The first is that the risk to a nation state from hosting corporations that trade well beyond their means is now readily apparent. And Ireland is not alone in this regard. The UK remains at significant risk in this respect. The case for country-by-country reporting is made stronger by the day a a result. The International Accounting Standards Board argument that the only people with interest in the accounts of commercial entities are the direct providers of capital is wholly untenable when it is clear that the supplies of contingent capital are whole populations of countries and they have no data whatsoever provided for their use on the country specific risks they face.

Second, there’s much debate on Ireland’s 12.5% tax rate, and rightly so, but the bigger issue concerning this rate was highlighted by me based in my report on the Irish Congress of Trade Unions and for the TUC entitled “Pot of Gold or Fool’s Gold?” . The reality is that due to lax rules on transfer pricing, the taxing of dividends and controlled foreign companies it does not really matter what the tax rate is in the Republic — the tax base is or will always be close to zero and as such the rate becomes almost irrelevant. The need now is, therefore, for international cooperation on consistent approaches to tax havens, the prevention of harmful tax competition (in which Ireland has undoubtedly been engaging) and substantially enhanced transparency on issues such as transfer pricing. Country-by-country reporting would, again, be of massive benefit here.
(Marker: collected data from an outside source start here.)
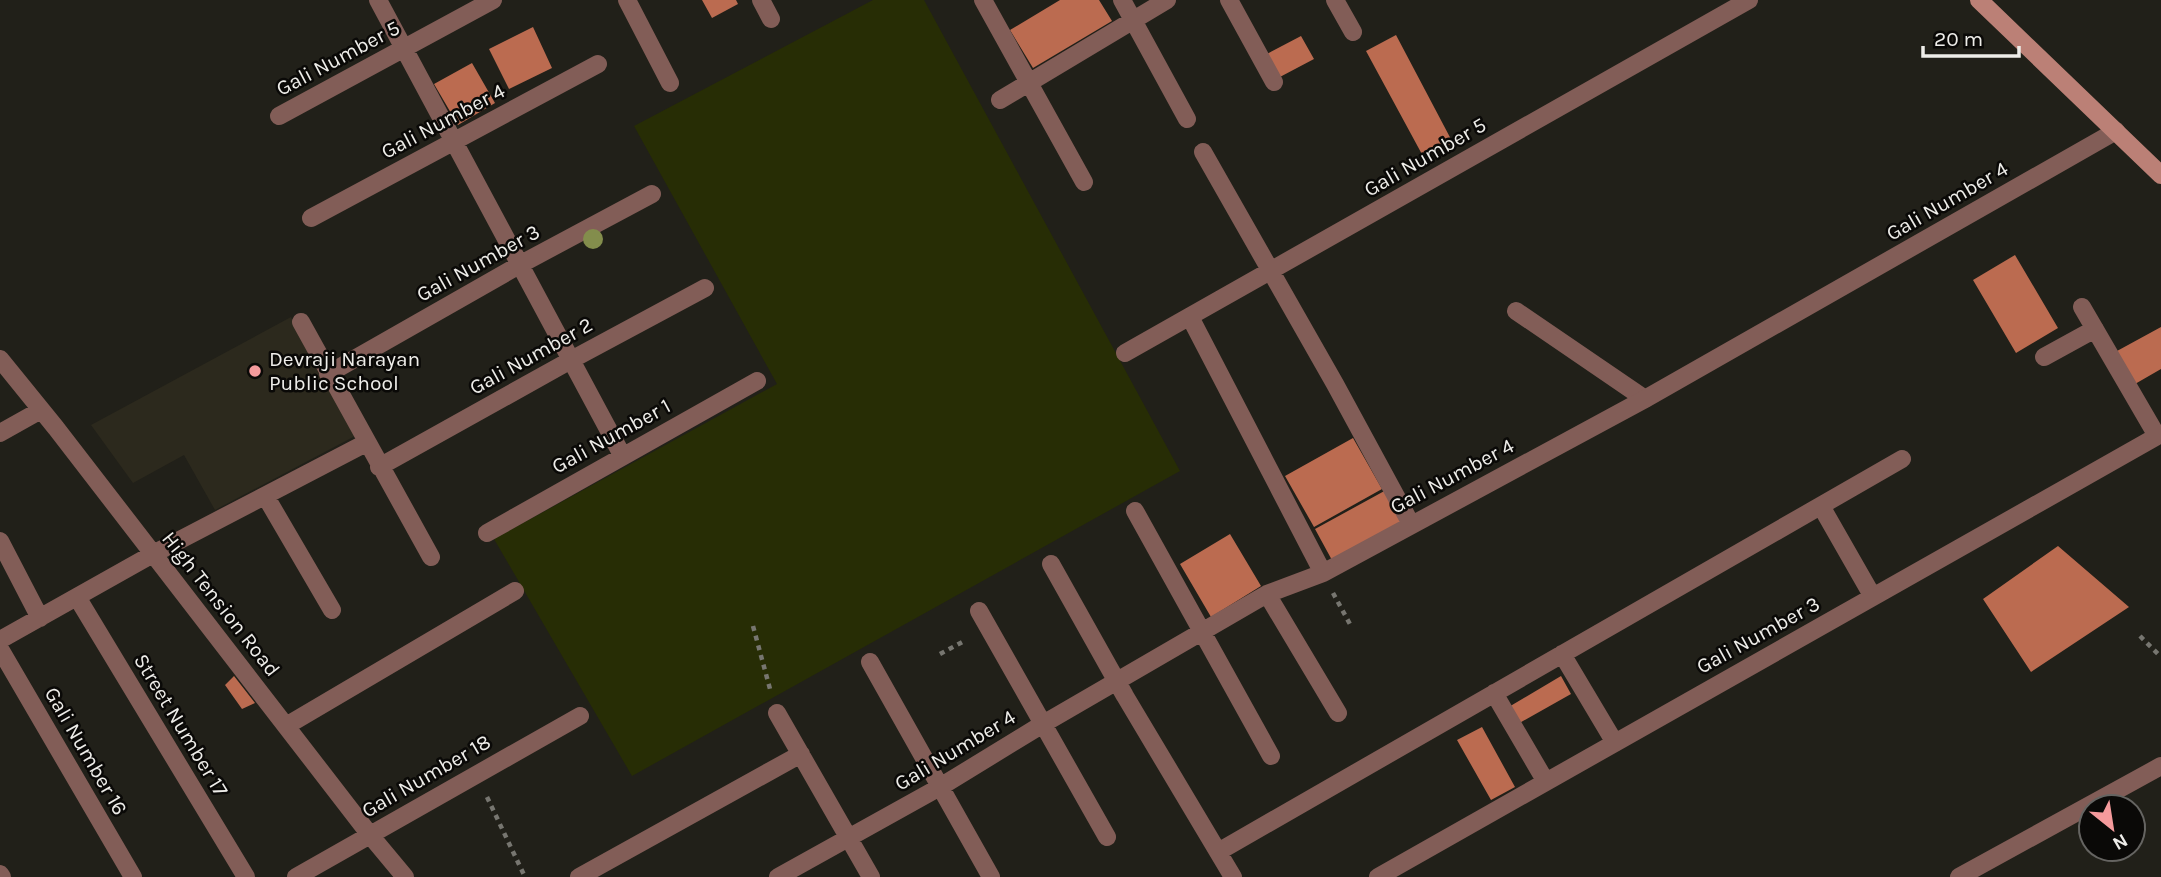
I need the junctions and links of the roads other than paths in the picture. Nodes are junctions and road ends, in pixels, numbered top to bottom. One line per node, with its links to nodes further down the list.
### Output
1 (378, 0): 15 (street)
2 (493, 0): 15 (street, Gali Number 5)
3 (627, 0): 18 (street)
4 (761, 0): 12 (street)
5 (983, 0): 19 (street)
6 (1122, 0): 13 (street)
7 (1167, 0): 13 (street)
8 (1229, 0): 17 (street)
9 (1335, 0): 14 (street)
10 (1749, 0): 31 (street, Gali Number 5)
11 (1979, 0): 23 (main road)
12 (772, 19)
13 (1133, 20): 19 (street); 22 (street)
14 (1353, 32)
15 (404, 47): 21 (street, Gali Number 5); 24 (street)
16 (598, 64): 24 (street, Gali Number 4)
17 (1274, 82)
18 (670, 83)
19 (1029, 83): 20 (street); 27 (street)
20 (1000, 100)
21 (278, 116)
22 (1188, 119)
23 (2116, 131): 26 (main road); 44 (street, Gali Number 4)
24 (455, 140): 29 (street, Gali Number 4); 30 (street)
25 (1203, 152): 31 (street)
26 (2161, 174)
27 (1084, 182)
28 (652, 194): 30 (street, Gali Number 3)
29 (311, 218)
30 (521, 264): 41 (street); 42 (street, Gali Number 3)
31 (1270, 271): 35 (street, Gali Number 5); 55 (street)
32 (705, 288): 41 (street, Gali Number 2)
33 (2082, 307): 37 (street)
34 (1516, 311): 44 (street)
35 (1190, 317): 38 (street, Gali Number 5); 61 (street)
36 (301, 322): 42 (street)
37 (2095, 329): 39 (street); 47 (street)
38 (1125, 353)
39 (2044, 358)
40 (0, 359): 45 (street, High Tension Road)
41 (571, 359): 49 (street); 51 (street, Gali Number 2)
42 (328, 374): 48 (street)
43 (757, 381): 49 (street, Gali Number 1)
44 (1645, 399): 55 (street, Gali Number 4)
45 (41, 410): 46 (street); 58 (street, High Tension Road)
46 (0, 433)
47 (2159, 435): 65 (street, Gali Number 3)
48 (366, 443): 51 (street); 52 (street)
49 (622, 455): 56 (street, Gali Number 1)
50 (1902, 459): 53 (street)
51 (379, 467): 59 (street)
52 (266, 496): 58 (street); 66 (street)
53 (1821, 506): 65 (street); 72 (street)
54 (1135, 511): 69 (street)
55 (1410, 524): 61 (street, Gali Number 4)
56 (487, 533)
57 (0, 541): 68 (street)
58 (153, 554): 64 (street); 80 (street, High Tension Road)
59 (431, 558)
60 (1051, 564): 74 (street)
61 (1323, 573): 63 (street, Gali Number 4)
62 (515, 591): 80 (street)
63 (1267, 594): 69 (street, Gali Number 4); 77 (street)
64 (77, 597): 68 (street); 92 (street, Street Number 17)
65 (1873, 597): 81 (street, Gali Number 3)
66 (332, 610)
67 (979, 611): 79 (street)
68 (40, 618): 70 (street)
69 (1202, 632): 74 (street, Gali Number 4); 83 (street)
70 (0, 640)
71 (0, 649): 91 (street, Gali Number 16)
72 (1562, 654): 75 (street); 81 (street)
73 (870, 662): 86 (street)
74 (1117, 682): 79 (street, Gali Number 4); 90 (street)
75 (1494, 694): 85 (street); 90 (street)
76 (777, 713): 82 (street)
77 (1338, 713)
78 (579, 716): 87 (street, Gali Number 18)
79 (1043, 724): 86 (street, Gali Number 4); 89 (street)
80 (286, 726): 87 (street, High Tension Road)
81 (1615, 743): 85 (street, Gali Number 3)
82 (801, 754): 88 (street); 95 (street)
83 (1271, 756)
84 (2161, 766): 101 (street)
85 (1546, 782): 100 (street, Gali Number 3)
86 (940, 787): 88 (street, Gali Number 4); 98 (street)
87 (370, 835): 93 (street, Gali Number 18); 94 (street, High Tension Road)
88 (849, 837): 96 (street, Gali Number 4); 97 (street)
89 (1107, 837)
90 (1218, 852): 99 (street)
91 (133, 877)
92 (246, 877)
93 (296, 877)
94 (405, 877)
95 (579, 877)
96 (778, 877)
97 (871, 877)
98 (991, 877)
99 (1233, 877)
100 (1378, 877)
101 (1959, 877)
Third, as the risk to the Euro shows, it’s almost impossible to run monetary union without fiscal unity, but Ireland has been one of the foremost opponents of tax cooperation in Europe, although like all who seem to promote abuse of the financial system, from banks onwards, it’s all too willing to accept the bail out funds now. If Irish objection to anything has to end now it is to tax cooperation in Europe and the creation of the necessary base for strong fiscal support for EU business — on which it has proven itself all too dependent. This ill require its agreement to the Common Consolidated Corporate Tax Base — a unitary formula basis for tax in Europe, for which country-by-country reporting is not a pre-requisite, but is an extremely useful tool.

This is too good a crisis to waste in the EU — the time for country-by-country reporting is clearly now, and Ireland has proved it.